Why Payers Must Embrace ICD-10 and How They Should Prepare For It
Making the ICD-10 Transition
By partnering with allies like EDS who understand the intricacies of the payer business model and the complex demands of ICD-10 adoption, healthcare organizations can optimize the value and minimize the risks of this important transition.
Download the viewpoint paper Why Payers Must Embrace ICD-10 and How They Should Prepare For It PDF, 357K
The Centers for Medicare & Medicaid Services (CMS) has published the final rule adopting ICD-10-CM and ICD-10-PCS as medical data code sets under HIPAA, replacing ICD-9-CM. Now, U.S. healthcare organizations – including government and commercial payers and providers – must prepare to meet the demands of ICD-10. Coming alongside healthcare reform, economic pressures and introduction of new technologies, ICD-10 will help force decisions about systems modernization and replacement, vendor relationships and business strategies.

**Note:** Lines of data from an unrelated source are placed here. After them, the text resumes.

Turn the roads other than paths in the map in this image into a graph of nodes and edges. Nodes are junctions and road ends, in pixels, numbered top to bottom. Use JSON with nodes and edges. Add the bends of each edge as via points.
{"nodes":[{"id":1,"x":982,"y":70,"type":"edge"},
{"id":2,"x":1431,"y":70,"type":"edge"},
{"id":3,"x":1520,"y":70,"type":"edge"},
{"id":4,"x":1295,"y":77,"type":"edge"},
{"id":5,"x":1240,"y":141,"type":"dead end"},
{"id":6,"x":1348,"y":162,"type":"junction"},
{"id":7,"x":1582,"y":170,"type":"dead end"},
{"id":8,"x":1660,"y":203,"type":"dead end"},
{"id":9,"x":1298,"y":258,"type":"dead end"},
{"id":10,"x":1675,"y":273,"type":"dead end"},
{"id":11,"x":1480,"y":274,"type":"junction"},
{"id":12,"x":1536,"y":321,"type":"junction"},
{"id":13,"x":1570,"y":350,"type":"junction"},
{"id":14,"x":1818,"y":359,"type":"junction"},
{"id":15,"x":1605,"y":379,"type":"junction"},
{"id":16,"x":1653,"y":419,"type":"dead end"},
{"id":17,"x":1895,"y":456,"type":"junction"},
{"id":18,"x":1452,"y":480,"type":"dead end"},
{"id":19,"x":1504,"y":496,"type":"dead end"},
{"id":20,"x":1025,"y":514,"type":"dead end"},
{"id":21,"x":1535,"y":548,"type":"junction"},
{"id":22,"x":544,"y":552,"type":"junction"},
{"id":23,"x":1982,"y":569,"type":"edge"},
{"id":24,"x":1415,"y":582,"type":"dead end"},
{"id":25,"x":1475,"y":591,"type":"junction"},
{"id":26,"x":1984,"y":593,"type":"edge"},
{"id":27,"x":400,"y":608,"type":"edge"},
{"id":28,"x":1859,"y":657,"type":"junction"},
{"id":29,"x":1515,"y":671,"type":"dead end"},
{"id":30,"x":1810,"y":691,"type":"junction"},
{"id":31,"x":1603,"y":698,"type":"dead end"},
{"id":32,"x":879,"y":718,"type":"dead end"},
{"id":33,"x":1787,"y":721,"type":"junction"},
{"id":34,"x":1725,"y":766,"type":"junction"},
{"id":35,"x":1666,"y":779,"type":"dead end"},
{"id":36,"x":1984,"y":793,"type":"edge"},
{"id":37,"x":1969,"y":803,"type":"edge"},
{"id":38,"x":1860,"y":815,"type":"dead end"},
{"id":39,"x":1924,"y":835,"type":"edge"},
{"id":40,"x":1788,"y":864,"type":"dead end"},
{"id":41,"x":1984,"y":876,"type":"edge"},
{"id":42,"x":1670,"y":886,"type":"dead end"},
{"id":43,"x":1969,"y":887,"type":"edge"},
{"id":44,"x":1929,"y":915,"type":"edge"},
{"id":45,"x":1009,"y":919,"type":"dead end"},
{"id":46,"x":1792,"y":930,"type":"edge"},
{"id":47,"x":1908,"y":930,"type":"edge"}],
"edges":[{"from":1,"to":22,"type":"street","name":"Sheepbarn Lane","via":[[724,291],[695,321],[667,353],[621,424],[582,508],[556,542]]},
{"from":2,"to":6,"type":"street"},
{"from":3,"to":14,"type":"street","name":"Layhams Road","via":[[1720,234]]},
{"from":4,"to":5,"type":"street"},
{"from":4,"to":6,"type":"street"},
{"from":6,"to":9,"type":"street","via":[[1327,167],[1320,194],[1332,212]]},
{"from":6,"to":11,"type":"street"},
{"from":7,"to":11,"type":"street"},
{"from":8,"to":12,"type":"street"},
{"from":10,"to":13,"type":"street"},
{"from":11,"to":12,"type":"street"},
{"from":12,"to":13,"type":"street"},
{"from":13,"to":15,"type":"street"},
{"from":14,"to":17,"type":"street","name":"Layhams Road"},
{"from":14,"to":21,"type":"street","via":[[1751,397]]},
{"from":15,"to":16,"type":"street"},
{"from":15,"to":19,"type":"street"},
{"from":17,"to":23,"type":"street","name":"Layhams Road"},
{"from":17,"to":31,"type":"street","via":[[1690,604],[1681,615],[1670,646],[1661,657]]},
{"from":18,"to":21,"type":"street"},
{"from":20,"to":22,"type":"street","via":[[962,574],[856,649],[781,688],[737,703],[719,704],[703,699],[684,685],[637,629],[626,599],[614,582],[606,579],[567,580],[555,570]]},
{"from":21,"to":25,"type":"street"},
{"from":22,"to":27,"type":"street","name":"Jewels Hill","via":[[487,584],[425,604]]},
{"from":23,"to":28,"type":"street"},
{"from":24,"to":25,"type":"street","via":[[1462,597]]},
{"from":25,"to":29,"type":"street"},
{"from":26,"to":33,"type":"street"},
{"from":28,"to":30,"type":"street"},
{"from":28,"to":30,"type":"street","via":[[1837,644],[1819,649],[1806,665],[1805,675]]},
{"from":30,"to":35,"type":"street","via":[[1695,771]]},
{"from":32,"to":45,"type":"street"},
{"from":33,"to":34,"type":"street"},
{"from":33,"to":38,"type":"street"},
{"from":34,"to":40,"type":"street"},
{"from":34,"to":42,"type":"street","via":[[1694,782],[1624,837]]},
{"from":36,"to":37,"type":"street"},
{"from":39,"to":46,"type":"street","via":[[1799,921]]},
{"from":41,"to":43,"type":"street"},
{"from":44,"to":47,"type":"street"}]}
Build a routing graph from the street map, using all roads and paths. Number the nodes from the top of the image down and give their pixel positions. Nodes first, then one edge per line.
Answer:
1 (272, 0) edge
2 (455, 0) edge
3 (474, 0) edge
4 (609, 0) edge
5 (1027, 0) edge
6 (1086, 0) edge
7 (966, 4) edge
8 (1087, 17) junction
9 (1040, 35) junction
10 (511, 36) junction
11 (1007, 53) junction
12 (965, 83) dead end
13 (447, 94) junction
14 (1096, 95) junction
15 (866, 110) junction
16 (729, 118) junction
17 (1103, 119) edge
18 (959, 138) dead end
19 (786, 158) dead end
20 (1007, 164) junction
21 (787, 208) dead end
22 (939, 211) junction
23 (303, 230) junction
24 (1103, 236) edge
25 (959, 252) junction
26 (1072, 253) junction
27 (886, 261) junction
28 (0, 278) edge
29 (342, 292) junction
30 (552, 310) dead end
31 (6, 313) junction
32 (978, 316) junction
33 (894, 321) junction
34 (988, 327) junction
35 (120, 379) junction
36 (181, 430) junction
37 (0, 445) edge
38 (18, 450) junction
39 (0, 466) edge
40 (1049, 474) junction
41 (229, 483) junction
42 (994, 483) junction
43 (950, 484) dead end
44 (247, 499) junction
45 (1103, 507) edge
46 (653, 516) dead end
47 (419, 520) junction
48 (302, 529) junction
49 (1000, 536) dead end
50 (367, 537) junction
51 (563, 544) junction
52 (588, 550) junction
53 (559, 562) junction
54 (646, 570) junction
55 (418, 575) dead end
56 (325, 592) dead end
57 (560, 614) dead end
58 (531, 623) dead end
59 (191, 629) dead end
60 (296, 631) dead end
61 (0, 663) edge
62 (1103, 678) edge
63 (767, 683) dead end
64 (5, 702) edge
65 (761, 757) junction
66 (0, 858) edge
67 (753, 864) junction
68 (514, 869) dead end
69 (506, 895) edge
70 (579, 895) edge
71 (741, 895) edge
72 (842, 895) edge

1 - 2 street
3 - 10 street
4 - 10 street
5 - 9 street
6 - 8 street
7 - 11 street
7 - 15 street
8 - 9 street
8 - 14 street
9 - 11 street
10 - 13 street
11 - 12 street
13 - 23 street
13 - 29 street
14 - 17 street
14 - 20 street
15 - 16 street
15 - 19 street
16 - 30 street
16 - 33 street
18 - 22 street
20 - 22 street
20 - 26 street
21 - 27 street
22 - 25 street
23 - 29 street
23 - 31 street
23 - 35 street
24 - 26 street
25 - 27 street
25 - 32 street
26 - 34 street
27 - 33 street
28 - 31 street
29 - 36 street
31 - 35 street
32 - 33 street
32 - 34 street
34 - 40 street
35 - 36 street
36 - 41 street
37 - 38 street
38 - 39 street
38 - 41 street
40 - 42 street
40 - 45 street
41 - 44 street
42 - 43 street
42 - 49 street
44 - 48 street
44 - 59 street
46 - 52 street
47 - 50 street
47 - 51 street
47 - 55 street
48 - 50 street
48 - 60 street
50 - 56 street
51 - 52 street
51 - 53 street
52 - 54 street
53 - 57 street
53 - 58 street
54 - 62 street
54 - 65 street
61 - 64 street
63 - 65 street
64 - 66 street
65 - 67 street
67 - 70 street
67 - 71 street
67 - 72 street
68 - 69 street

Although the extended ICD-10 compliance date of October 1, 2013 may give some payers temporary relief, if payers delay, they may find themselves pressed for time to implement the required changes. EDS, an HP company, believes this extended deadline provides payers with adequate time to plan for and optimize ICD-10 in their business processes and operations if they start soon.
The Basics of ICD-10
The Internal Classification of Diseases (ICD) is the international standard diagnostic classification for many health management purposes. ICD-10 provides a common approach to the classification of diseases and other health problems. It supports the efficient storage and retrieval of diagnostic information for clinical and epidemiological uses. ICD-10 also supports more effective compilation of national mortality and morbidity statistics than previous versions.
Compared to the previous U.S. ICD-9 coding system adopted three decades ago, ICD-10 utilizes expanded coding fields and substantially expanded coding choices. The expansion in the number of the codes is due primarily to added layers of clinical and administrative detail, but room for entirely new codes to describe modern medical treatment is also an important purpose of the new structure.
The complexity of today's technology and software environment in many payer and provider organizations has accelerated significantly even since the Y2K remediation effort. This complexity and automation of today's environment will increase the effort required for minimal compliance. Effective adoption, meaning the consideration of modernization and replacement strategies in addition to systems remediation, and the assessment and adoption of revised and new business operations to maximize the value and mitigate the transition risk in ICD-10, will require even more planning and resources.
Where Should Payers Focus Their Attention?
Payers can maximize their probability of success and minimize risk and disruption by laying the proper groundwork for a multiyear strategy. We believe that this groundwork should consist of the following components:
- Action plan – An overall governance structure necessary to manage change, budgets, priorities and risks
- Business process teams – The establishment of teams to focus on specific areas of business activity within the payer organization
- Risk mitigation – The strategy and approach to anticipate, rate and respond to perceived operational, legal and fiscal threats
- Optimization strategy – A plan to accelerate strategic objectives and business improvements with the investments ICD-10 compliance will require
EDS and ICD-10
In keeping with the recommendations outlined in this paper, EDS has launched a range of activities designed to prepare itself, and its clients, for the coming ICD-10 transition. EDS began those preparations by creating a governing committee to oversee the implementation of ICD-10. This approach provides the structure needed to support EDS clients, to coordinate across federal, state and commercial payers, and to provide a forum for information exchange and best practices.
Just as importantly, EDS is implementing ICD-10 changes to our own healthcare claims processing and care management products. That real-world experience enables us to understand the nuts and bolts of ICD-10 compliance and apply those lessons to commercial and government payer environments.
EDS has vast experience in the healthcare industry and a healthcare administration portfolio – MetaVance, interChange and Atlantes – that will yield fully compliant, flexible solutions payers can deploy to support their enterprise. We believe that by gaining an enterprisewide view of ICD-10 and its effects, payers can correctly position their organizations for ICD-10, allocate resources more efficiently and over a longer time frame, and gain immediate and long-term benefits from this new classification structure.
By partnering with allies like EDS who understand the intricacies of the payer business model and the complex demands of ICD-10 adoption, healthcare organizations can optimize the value and minimize the risks of this important transition.